This work investigates the fundamental statistical limits of membership inference attacks (MIAs) in machine learning. Focusing on nonlinear regression and overfitting regimes, it establishes the first theoretical characterization—grounded in statistical inference and information theory—of the core statistical quantity governing MIA success, and derives tight upper and lower bounds on the attack’s success probability. Key contributions are: (1) revealing that MIA efficacy is fundamentally constrained by a diversity constant intrinsic to the underlying data distribution; (2) proving that input discretization substantially degrades MIA advantage, with the resulting privacy gain quantitatively governed by this same diversity constant; and (3) rigorously validating these findings via both theoretical analysis and extensive simulations, thereby providing an interpretable, quantifiable statistical foundation for privacy risk assessment and defense design.

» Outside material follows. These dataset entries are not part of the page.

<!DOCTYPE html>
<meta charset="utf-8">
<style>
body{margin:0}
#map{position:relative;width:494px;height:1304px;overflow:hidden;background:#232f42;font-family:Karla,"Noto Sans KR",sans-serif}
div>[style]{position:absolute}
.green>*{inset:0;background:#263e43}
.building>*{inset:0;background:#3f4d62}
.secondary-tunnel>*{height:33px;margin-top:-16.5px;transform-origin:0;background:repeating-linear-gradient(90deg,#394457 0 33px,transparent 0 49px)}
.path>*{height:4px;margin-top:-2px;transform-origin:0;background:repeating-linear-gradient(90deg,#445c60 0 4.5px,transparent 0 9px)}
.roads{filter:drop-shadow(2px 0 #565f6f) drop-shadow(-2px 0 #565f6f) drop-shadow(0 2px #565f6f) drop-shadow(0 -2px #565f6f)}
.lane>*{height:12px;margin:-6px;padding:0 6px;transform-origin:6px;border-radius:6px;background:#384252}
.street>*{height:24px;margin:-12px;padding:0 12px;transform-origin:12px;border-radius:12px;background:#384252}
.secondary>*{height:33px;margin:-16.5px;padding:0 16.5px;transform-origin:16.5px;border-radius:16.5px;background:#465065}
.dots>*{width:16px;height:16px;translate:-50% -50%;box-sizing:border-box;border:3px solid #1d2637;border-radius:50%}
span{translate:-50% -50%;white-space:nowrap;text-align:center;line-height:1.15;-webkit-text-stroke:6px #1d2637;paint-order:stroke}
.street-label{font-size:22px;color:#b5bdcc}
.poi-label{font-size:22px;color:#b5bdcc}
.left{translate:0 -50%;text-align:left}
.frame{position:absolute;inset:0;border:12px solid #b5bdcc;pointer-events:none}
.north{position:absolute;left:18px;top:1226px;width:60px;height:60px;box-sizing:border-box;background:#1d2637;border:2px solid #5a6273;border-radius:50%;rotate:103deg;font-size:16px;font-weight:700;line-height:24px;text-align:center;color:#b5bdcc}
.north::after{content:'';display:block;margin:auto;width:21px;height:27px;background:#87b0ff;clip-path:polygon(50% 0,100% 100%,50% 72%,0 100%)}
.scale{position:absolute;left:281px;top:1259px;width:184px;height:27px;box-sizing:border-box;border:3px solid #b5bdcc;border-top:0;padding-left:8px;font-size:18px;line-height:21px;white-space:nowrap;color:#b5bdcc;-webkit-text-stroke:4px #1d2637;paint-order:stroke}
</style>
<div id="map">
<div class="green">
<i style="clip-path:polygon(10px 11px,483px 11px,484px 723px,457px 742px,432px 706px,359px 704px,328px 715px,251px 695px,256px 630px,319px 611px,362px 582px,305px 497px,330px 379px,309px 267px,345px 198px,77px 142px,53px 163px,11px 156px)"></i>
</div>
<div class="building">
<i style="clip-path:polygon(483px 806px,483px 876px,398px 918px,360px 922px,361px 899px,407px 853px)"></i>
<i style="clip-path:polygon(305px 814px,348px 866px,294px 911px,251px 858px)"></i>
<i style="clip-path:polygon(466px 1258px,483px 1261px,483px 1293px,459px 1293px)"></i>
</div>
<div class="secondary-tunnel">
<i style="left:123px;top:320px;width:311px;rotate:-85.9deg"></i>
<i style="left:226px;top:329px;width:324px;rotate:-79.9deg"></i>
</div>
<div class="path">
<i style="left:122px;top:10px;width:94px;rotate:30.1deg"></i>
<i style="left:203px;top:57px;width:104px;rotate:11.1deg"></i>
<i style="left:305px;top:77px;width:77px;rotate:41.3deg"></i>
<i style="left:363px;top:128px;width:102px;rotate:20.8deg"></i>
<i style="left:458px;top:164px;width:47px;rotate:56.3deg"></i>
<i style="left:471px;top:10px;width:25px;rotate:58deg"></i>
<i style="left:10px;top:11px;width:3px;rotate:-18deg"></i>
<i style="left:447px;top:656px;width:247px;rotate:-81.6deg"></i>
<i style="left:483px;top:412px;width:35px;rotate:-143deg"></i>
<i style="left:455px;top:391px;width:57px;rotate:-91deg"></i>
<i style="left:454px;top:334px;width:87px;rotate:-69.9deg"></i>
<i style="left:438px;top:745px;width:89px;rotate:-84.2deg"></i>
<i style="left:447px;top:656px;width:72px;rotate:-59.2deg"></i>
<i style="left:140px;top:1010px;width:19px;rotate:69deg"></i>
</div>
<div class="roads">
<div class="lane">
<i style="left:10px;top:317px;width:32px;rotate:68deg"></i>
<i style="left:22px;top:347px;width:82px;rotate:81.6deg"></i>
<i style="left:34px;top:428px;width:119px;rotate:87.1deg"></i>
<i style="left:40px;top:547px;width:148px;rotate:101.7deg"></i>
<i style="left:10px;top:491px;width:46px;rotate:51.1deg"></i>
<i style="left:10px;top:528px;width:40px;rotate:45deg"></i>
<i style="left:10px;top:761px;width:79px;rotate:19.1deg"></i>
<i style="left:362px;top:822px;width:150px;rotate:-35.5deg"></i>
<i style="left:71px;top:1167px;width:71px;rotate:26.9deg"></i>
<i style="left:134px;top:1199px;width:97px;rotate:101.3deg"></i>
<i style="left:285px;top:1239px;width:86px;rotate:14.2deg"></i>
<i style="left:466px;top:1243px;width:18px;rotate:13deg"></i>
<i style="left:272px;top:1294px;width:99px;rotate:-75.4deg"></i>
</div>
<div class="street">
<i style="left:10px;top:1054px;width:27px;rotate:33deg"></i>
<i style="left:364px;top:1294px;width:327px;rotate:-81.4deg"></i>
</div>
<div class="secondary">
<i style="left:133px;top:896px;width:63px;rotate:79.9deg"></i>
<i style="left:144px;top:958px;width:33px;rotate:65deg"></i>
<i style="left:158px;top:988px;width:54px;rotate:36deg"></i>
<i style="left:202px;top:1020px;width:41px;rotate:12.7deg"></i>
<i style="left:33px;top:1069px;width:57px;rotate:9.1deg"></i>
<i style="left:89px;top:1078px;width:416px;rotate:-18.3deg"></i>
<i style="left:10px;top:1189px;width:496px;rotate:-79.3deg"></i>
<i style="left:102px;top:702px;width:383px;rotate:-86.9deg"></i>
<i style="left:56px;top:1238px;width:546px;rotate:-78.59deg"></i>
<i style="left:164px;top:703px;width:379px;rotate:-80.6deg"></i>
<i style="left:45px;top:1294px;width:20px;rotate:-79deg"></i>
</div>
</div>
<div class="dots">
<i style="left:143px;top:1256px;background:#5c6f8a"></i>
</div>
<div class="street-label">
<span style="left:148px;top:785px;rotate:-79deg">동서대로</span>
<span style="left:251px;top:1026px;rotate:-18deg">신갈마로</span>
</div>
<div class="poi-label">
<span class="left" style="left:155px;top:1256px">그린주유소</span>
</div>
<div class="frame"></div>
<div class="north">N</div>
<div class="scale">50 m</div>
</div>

Membership inference attacks (MIA) can reveal whether a particular data point was part of the training dataset, potentially exposing sensitive information about individuals. This article provides theoretical guarantees by exploring the fundamental statistical limitations associated with MIAs on machine learning models at large. More precisely, we first derive the statistical quantity that governs the effectiveness and success of such attacks. We then theoretically prove that in a non-linear regression setting with overfitting learning procedures, attacks may have a high probability of success. Finally, we investigate several situations for which we provide bounds on this quantity of interest. Interestingly, our findings indicate that discretizing the data might enhance the learning procedure's security. Specifically, it is demonstrated to be limited by a constant, which quantifies the diversity of the underlying data distribution. We illustrate those results through simple simulations.